▽

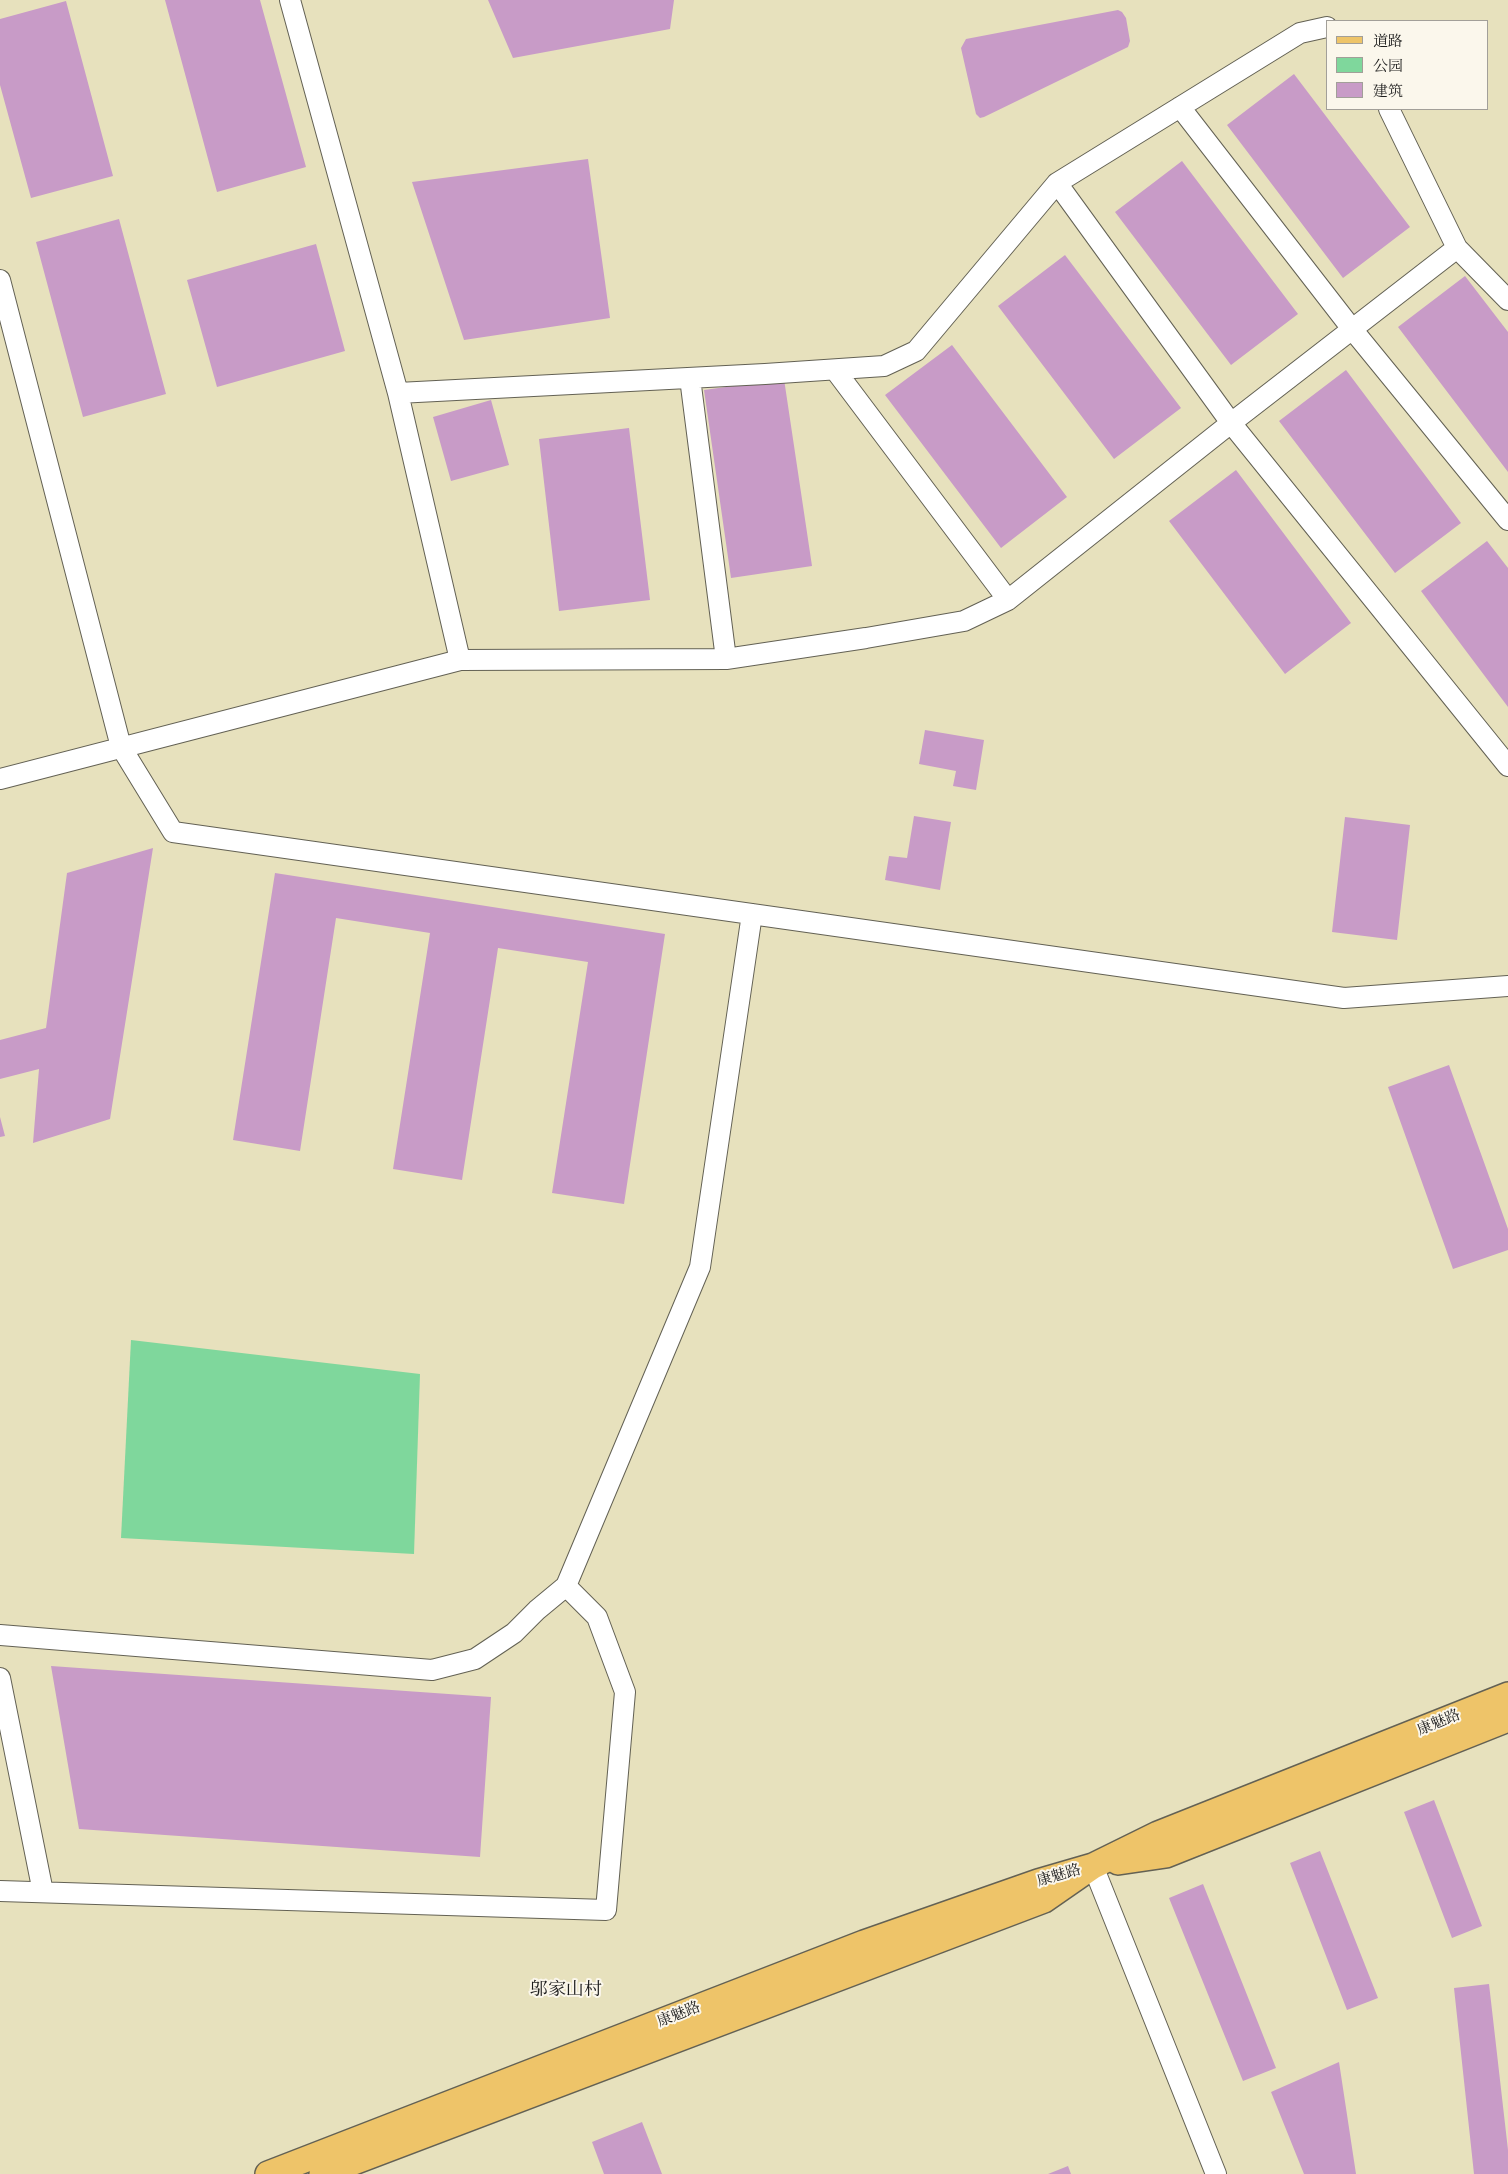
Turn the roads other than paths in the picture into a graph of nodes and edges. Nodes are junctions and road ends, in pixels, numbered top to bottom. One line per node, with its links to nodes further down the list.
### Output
1 (290, 0): 12 (street)
2 (1326, 27): 3 (street)
3 (1180, 107): 5 (street); 9 (street)
4 (1389, 110): 6 (street)
5 (1057, 183): 10 (street); 13 (street)
6 (1457, 248): 8 (street); 9 (street)
7 (0, 280): 18 (street)
8 (1508, 300)
9 (1352, 329): 13 (street); 14 (street)
10 (835, 370): 11 (street); 15 (street)
11 (690, 378): 12 (street); 16 (street)
12 (398, 393): 17 (street)
13 (1231, 423): 15 (street); 19 (street)
14 (1508, 520)
15 (1008, 600): 16 (street)
16 (726, 659): 17 (street)
17 (460, 660): 18 (street)
18 (121, 747): 20 (street); 21 (street)
19 (1508, 766)
20 (0, 780)
21 (752, 914): 22 (street); 23 (street)
22 (1508, 986)
23 (566, 1586): 24 (street); 30 (street)
24 (0, 1635)
25 (0, 1678): 30 (street)
26 (1508, 1695): 28 (main road, 康魅路)
27 (1508, 1719): 28 (main road, 康魅路)
28 (1093, 1866): 31 (main road, 康魅路); 32 (main road, 康魅路); 33 (street)
29 (0, 1891): 30 (street)
30 (43, 1892)
31 (268, 2174)
32 (322, 2174)
33 (1216, 2174)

△

- **ASSIGNMENT**: Only the pictures are to be left out; restate everything else in the listing word for word.

- **SOLUTION TO THIS TASK**:
Turn the roads other than paths in the picture into a graph of nodes and edges. Nodes are junctions and road ends, in pixels, numbered top to bottom. One line per node, with its links to nodes further down the list.
### Output
1 (290, 0): 12 (street)
2 (1326, 27): 3 (street)
3 (1180, 107): 5 (street); 9 (street)
4 (1389, 110): 6 (street)
5 (1057, 183): 10 (street); 13 (street)
6 (1457, 248): 8 (street); 9 (street)
7 (0, 280): 18 (street)
8 (1508, 300)
9 (1352, 329): 13 (street); 14 (street)
10 (835, 370): 11 (street); 15 (street)
11 (690, 378): 12 (street); 16 (street)
12 (398, 393): 17 (street)
13 (1231, 423): 15 (street); 19 (street)
14 (1508, 520)
15 (1008, 600): 16 (street)
16 (726, 659): 17 (street)
17 (460, 660): 18 (street)
18 (121, 747): 20 (street); 21 (street)
19 (1508, 766)
20 (0, 780)
21 (752, 914): 22 (street); 23 (street)
22 (1508, 986)
23 (566, 1586): 24 (street); 30 (street)
24 (0, 1635)
25 (0, 1678): 30 (street)
26 (1508, 1695): 28 (main road, 康魅路)
27 (1508, 1719): 28 (main road, 康魅路)
28 (1093, 1866): 31 (main road, 康魅路); 32 (main road, 康魅路); 33 (street)
29 (0, 1891): 30 (street)
30 (43, 1892)
31 (268, 2174)
32 (322, 2174)
33 (1216, 2174)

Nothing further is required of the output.